Local communities strongly back ‘gold standard’ of protection within 2 national monuments
At 10,093 feet, Ute Mountain is the highest point found on lands managed by the Bureau of Land Management in New Mexico.
© Bureau of Land Management
Editor's Note: This post was updated on Feb. 22 with the correct name of the legislation, The Cerro del Yuta and Rio San Antonio Wilderness Act.
Roughly 261,500 acres of rugged desert, wending canyons, wildflower fields, and toothy peaks in northern and southern New Mexico would gain the country’s highest level of public lands protection under two bills reintroduced Feb. 16 by Senators Tom Udall and Martin Heinrich, New Mexico Democrats. Together, the two pieces of legislation would designate as wilderness lands that are now part of the Rio Grande del Norte and Organ Mountains-Desert Peaks national monuments.

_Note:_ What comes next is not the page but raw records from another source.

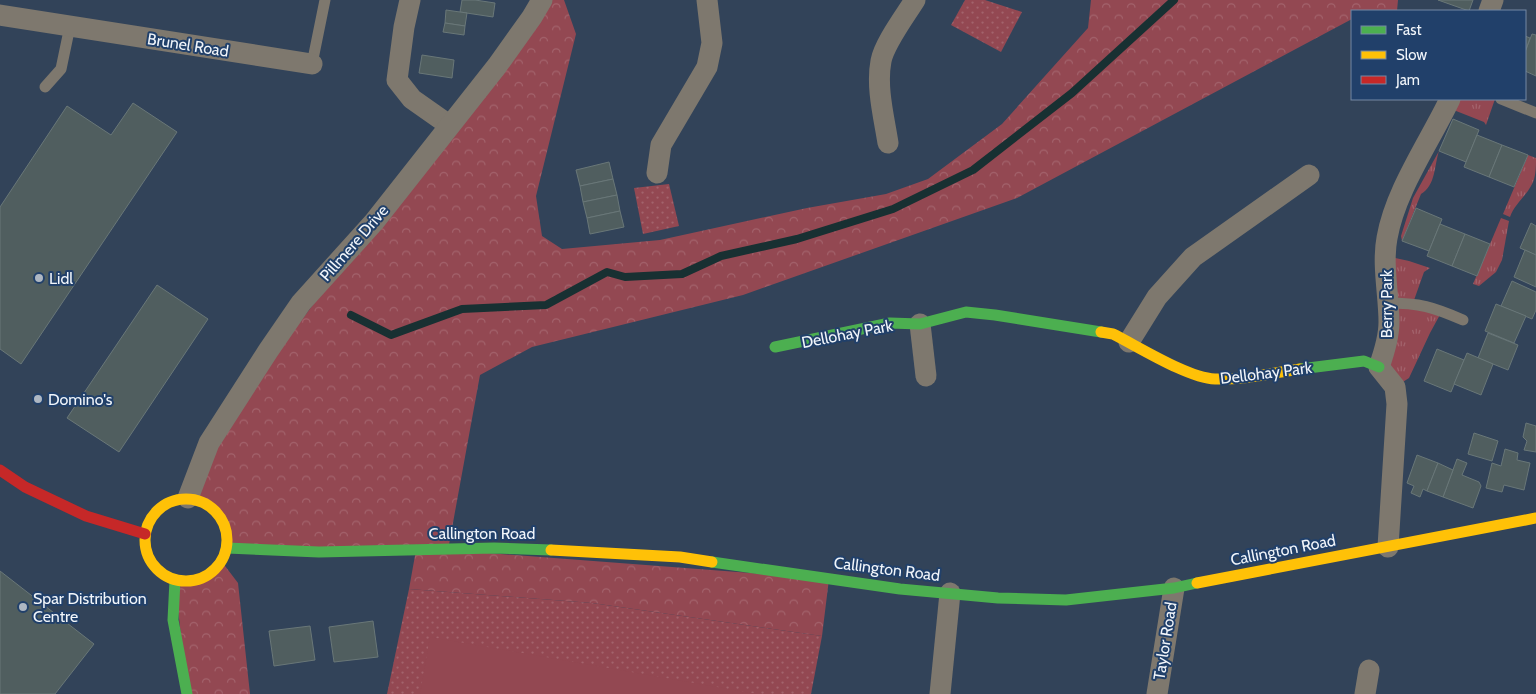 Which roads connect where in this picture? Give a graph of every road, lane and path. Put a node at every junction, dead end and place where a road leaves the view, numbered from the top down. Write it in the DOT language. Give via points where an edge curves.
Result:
graph roads {
  1 [pos="325,0"];
  2 [pos="410,0"];
  3 [pos="542,0"];
  4 [pos="707,0"];
  5 [pos="915,0"];
  6 [pos="0,15"];
  7 [pos="70,26"];
  8 [pos="312,64"];
  9 [pos="45,87"];
  10 [pos="1449,100"];
  11 [pos="1504,100"];
  12 [pos="1536,112"];
  13 [pos="449,125"];
  14 [pos="888,143"];
  15 [pos="657,173"];
  16 [pos="1309,174"];
  17 [pos="1387,302"];
  18 [pos="1463,320"];
  19 [pos="920,324"];
  20 [pos="1129,342"];
  21 [pos="775,348"];
  22 [pos="1379,367"];
  23 [pos="926,376"];
  24 [pos="0,470"];
  25 [pos="188,498"];
  26 [pos="1536,518"];
  27 [pos="145,534"];
  28 [pos="1388,547"];
  29 [pos="227,548"];
  30 [pos="175,580"];
  31 [pos="1174,588"];
  32 [pos="950,593"];
  33 [pos="1369,670"];
  34 [pos="187,694"];
  35 [pos="940,694"];
  36 [pos="1157,694"];
  37 [pos="1365,694"];
  1 -- 8 [label="lane, Brunel Road"];
  2 -- 13 [label="street" via="397,80 412,99"];
  3 -- 13 [label="street, Pillmere Drive" via="497,66"];
  4 -- 15 [label="street" via="712,43 707,66 661,145"];
  5 -- 14 [label="street" via="881,60 880,86"];
  6 -- 7 [label="street, Brunel Road"];
  7 -- 8 [label="street, Brunel Road"];
  7 -- 9 [label="lane" via="61,69"];
  10 -- 17 [label="street, Berry Park" via="1396,205 1386,239"];
  11 -- 12 [label="lane"];
  13 -- 25 [label="street, Pillmere Drive" via="374,222 301,303 209,443"];
  16 -- 20 [label="street" via="1193,257 1156,297"];
  17 -- 18 [label="lane" via="1437,308"];
  17 -- 22 [label="street, Berry Park" via="1386,349"];
  19 -- 20 [label="main road, Dellohay Park" via="966,312 1113,334"];
  19 -- 21 [label="main road, Dellohay Park" via="890,323"];
  19 -- 23 [label="street"];
  20 -- 22 [label="main road, Dellohay Park" via="1192,374 1214,379 1364,361"];
  22 -- 28 [label="street" via="1395,387 1397,404"];
  24 -- 27 [label="main road" via="25,487 86,516"];
  25 -- 27 [label="main road" via="169,502 158,510"];
  25 -- 29 [label="main road" via="204,502 218,512 227,530"];
  26 -- 28 [label="main road, Callington Road"];
  27 -- 30 [label="main road" via="150,560 160,572"];
  28 -- 31 [label="main road, Callington Road"];
  29 -- 30 [label="main road" via="222,562 210,574 190,582"];
  29 -- 32 [label="main road, Callington Road" via="319,552 494,548 594,551 680,557 900,589"];
  30 -- 34 [label="main road" via="173,620"];
  31 -- 32 [label="main road, Callington Road" via="1066,600"];
  31 -- 36 [label="street, Taylor Road"];
  32 -- 35 [label="street"];
  33 -- 37 [label="street"];
} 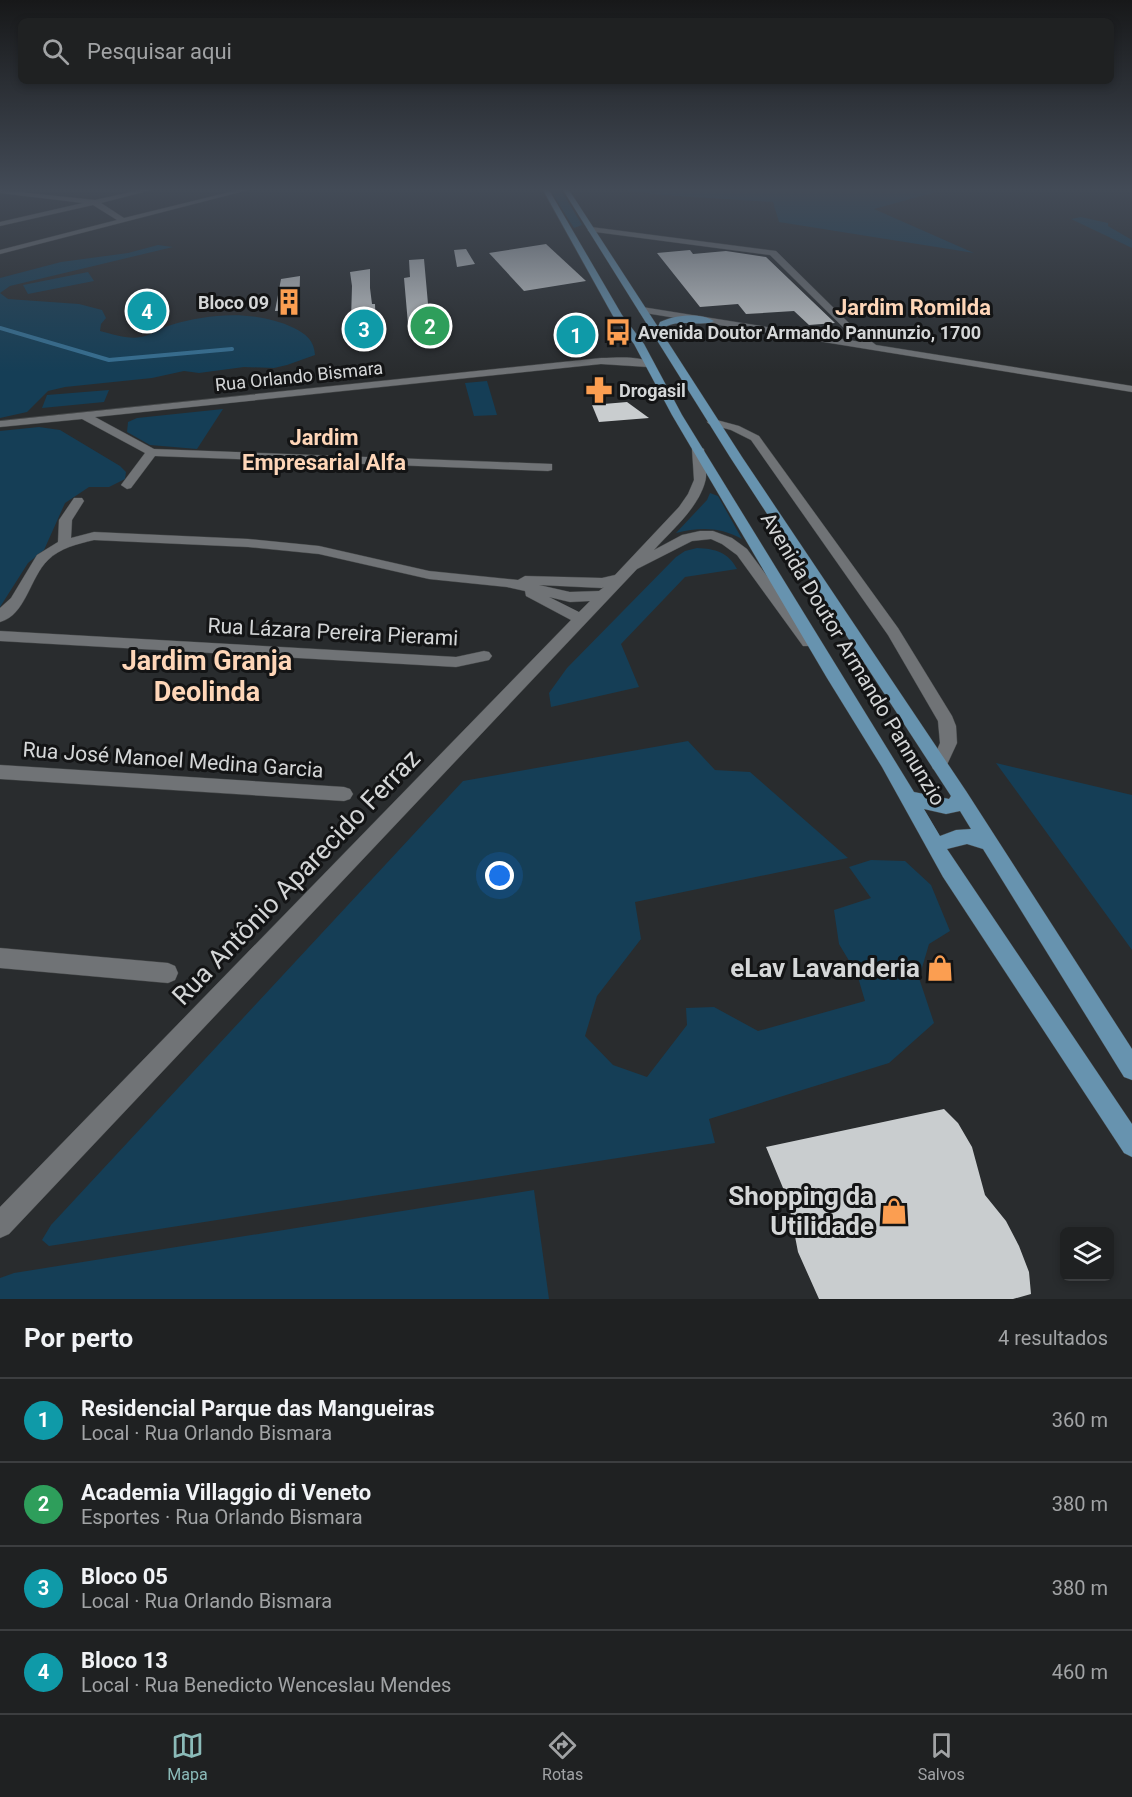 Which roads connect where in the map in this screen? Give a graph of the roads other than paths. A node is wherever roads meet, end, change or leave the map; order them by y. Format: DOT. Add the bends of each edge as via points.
graph roads {
  1 [pos="582,251"];
  2 [pos="605,251"];
  3 [pos="757,251"];
  4 [pos="609,298"];
  5 [pos="620,302"];
  6 [pos="631,306"];
  7 [pos="642,310"];
  8 [pos="710,321"];
  9 [pos="852,331"];
  10 [pos="660,335"];
  11 [pos="827,340"];
  12 [pos="639,344"];
  13 [pos="881,348"];
  14 [pos="601,361"];
  15 [pos="648,364"];
  16 [pos="1132,389"];
  17 [pos="681,390"];
  18 [pos="120,411"];
  19 [pos="83,415"];
  20 [pos="714,422"];
  21 [pos="2,423"];
  22 [pos="103,426"];
  23 [pos="698,448"];
  24 [pos="152,452"];
  25 [pos="548,467"];
  26 [pos="127,485"];
  27 [pos="78,501"];
  28 [pos="65,543"];
  29 [pos="626,573"];
  30 [pos="507,582"];
  31 [pos="603,596"];
  32 [pos="0,617"];
  33 [pos="576,623"];
  34 [pos="0,636"];
  35 [pos="484,656"];
  36 [pos="832,674"];
  37 [pos="939,764"];
  38 [pos="0,772"];
  39 [pos="344,794"];
  40 [pos="960,796"];
  41 [pos="908,798"];
  42 [pos="989,843"];
  43 [pos="935,846"];
  44 [pos="0,958"];
  45 [pos="168,973"];
  46 [pos="1132,1069"];
  47 [pos="1132,1145"];
  48 [pos="0,1225"];
  1 -- 4 [label="main road, Avenida Doutor Armando Pannunzio"];
  2 -- 7 [label="main road, Avenida Doutor Armando Pannunzio"];
  3 -- 9 [label="street" via="773,253"];
  4 -- 5 [label="main road"];
  4 -- 12 [label="main road, Avenida Doutor Armando Pannunzio"];
  6 -- 7 [label="main road"];
  7 -- 8 [label="street"];
  7 -- 10 [label="main road, Avenida Doutor Armando Pannunzio"];
  8 -- 10 [label="main road" via="675,319 663,324"];
  8 -- 11 [label="street"];
  9 -- 11 [label="street" via="847,339"];
  9 -- 13 [label="street" via="868,344"];
  10 -- 17 [label="main road, Avenida Doutor Armando Pannunzio"];
  11 -- 13 [label="street"];
  12 -- 14 [label="street, Rua Orlando Bismara"];
  12 -- 15 [label="main road, Avenida Doutor Armando Pannunzio"];
  13 -- 16 [label="street"];
  14 -- 15 [label="street, Rua Orlando Bismara"];
  14 -- 18 [label="street, Rua Orlando Bismara"];
  15 -- 17 [label="main road, Avenida Doutor Armando Pannunzio" via="659,381"];
  17 -- 20 [label="main road, Avenida Doutor Armando Pannunzio"];
  17 -- 23 [label="main road, Avenida Doutor Armando Pannunzio"];
  18 -- 19 [label="street, Rua Orlando Bismara"];
  18 -- 22 [label="street"];
  19 -- 21 [label="street, Rua Orlando Bismara"];
  19 -- 22 [label="street"];
  20 -- 37 [label="main road, Avenida Doutor Armando Pannunzio"];
  20 -- 37 [label="street" via="755,438 893,632 946,720 950,734 948,750"];
  22 -- 24 [label="street"];
  23 -- 29 [label="street, Rua Antônio Aparecido Ferraz" via="701,473 694,494"];
  23 -- 36 [label="main road, Avenida Doutor Armando Pannunzio"];
  24 -- 25 [label="street"];
  24 -- 26 [label="street"];
  27 -- 28 [label="street" via="66,516"];
  28 -- 30 [label="street" via="94,536 248,543 319,550 429,575"];
  28 -- 32 [label="street" via="42,558 16,601"];
  29 -- 30 [label="street" via="602,583 536,579"];
  29 -- 31 [label="street, Rua Antônio Aparecido Ferraz"];
  29 -- 36 [label="street, Rua Antônio Aparecido Ferraz" via="684,538 703,536 729,542 742,552"];
  30 -- 31 [label="street" via="570,597"];
  30 -- 33 [label="street" via="534,603"];
  31 -- 33 [label="street, Rua Antônio Aparecido Ferraz"];
  33 -- 48 [label="street, Rua Antônio Aparecido Ferraz"];
  34 -- 35 [label="street, Rua Lázara Pereira Pierami" via="456,662"];
  36 -- 41 [label="main road, Avenida Doutor Armando Pannunzio"];
  37 -- 40 [label="main road, Avenida Doutor Armando Pannunzio"];
  38 -- 39 [label="street, Rua José Manoel Medina Garcia"];
  40 -- 41 [label="main road" via="955,805 946,807"];
  40 -- 42 [label="main road, Avenida Doutor Armando Pannunzio"];
  41 -- 43 [label="main road, Avenida Doutor Armando Pannunzio"];
  42 -- 43 [label="main road" via="974,836 958,835"];
  42 -- 46 [label="main road, Avenida Doutor Armando Pannunzio"];
  43 -- 47 [label="main road, Avenida Doutor Armando Pannunzio"];
  44 -- 45 [label="street"];
}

A long history of support for conservation
The bills have been decades in the making and were originally drafted and introduced before the national monument designations, with strong community support and input. The Cerro del Yuta and Rio San Antonio Wilderness Act would create the Cerro del Yuta and Rio San Antonio wilderness areas, totaling roughly 21,500 acres within the Rio Grande del Norte National Monument. Efforts to protect wilderness in the Rio Grande del Norte area began in earnest in 2007 when then-Senator Jeff Bingaman started working with the community on legislation.
The Organ Mountains-Desert Peaks Conservation Act would protect as wilderness more than 240,000 acres within the eponymous national monument. Efforts to preserve parts of this region, located in Dona Ana County, with the gold standard of American land protection date to the 1980s, when President Ronald Reagan's administration first set them aside as wilderness study areas.
Bighorn sheep live throughout the Rio Grande del Norte National Monument.
© Bureau of Land Management New Mexico
By granting an area wilderness status, the government commits to safeguarding the land in its natural state—which includes protecting any pre-existing cultural sites—and as a place where visitors can have a true backcountry experience.
Both areas are wildlife havens: Cerro del Yuta and Rio San Antonio are home to bears, deer, elk, antelopes, and bighorn sheep, and are situated along one of the world’s great avian migratory routes, providing an important stopover for eagles, hawks, and falcons. The clean water within the national monument not only sustains those resident and transient animals but also provides drinking water to downstream communities.
The Mount Riley Wilderness Study Area is part of the broader Potrillo Mountains Wilderness complex within the Organ Mountains-Desert Peaks National Monument.
© David Soules
The Organ Mountains-Desert Peaks area is prime habitat for gray foxes, pronghorns, mule deer, quails, jack rabbits, golden eagles, and other animals that thrive amid ancient lava flows, Chihuahuan Desert grasslands, and numerous mountain ranges and peaks—referred to as sky islands. The monument also has a rich and diverse human history, and harbors prehistoric and Native American artifacts and countless archaeological sites.
The Organ Mountains-Desert Peaks area spans thousands of years of human history and civilization.
© David Soules
Protected lands carry real economic benefits
Backcountry recreation opportunities in all of the areas proposed as wilderness abound: hiking, hunting, horseback riding, birding, camping, and more. The legions of yearly visitors also spend their dollars in nearby gateway communities. In fact, a recent ECONorthwest study found that quiet recreation on Bureau of Land Management lands generated $173 million in 2014 and supported 1,712 jobs across the state.
I encourage Congress to pass these bills to give future generations the chance to experience the splendor, majesty, and undisturbed nature experience that only wilderness designation can assure.
Mike Matz directs Pew’s U.S. public lands program, focusing on wilderness and national monument projects.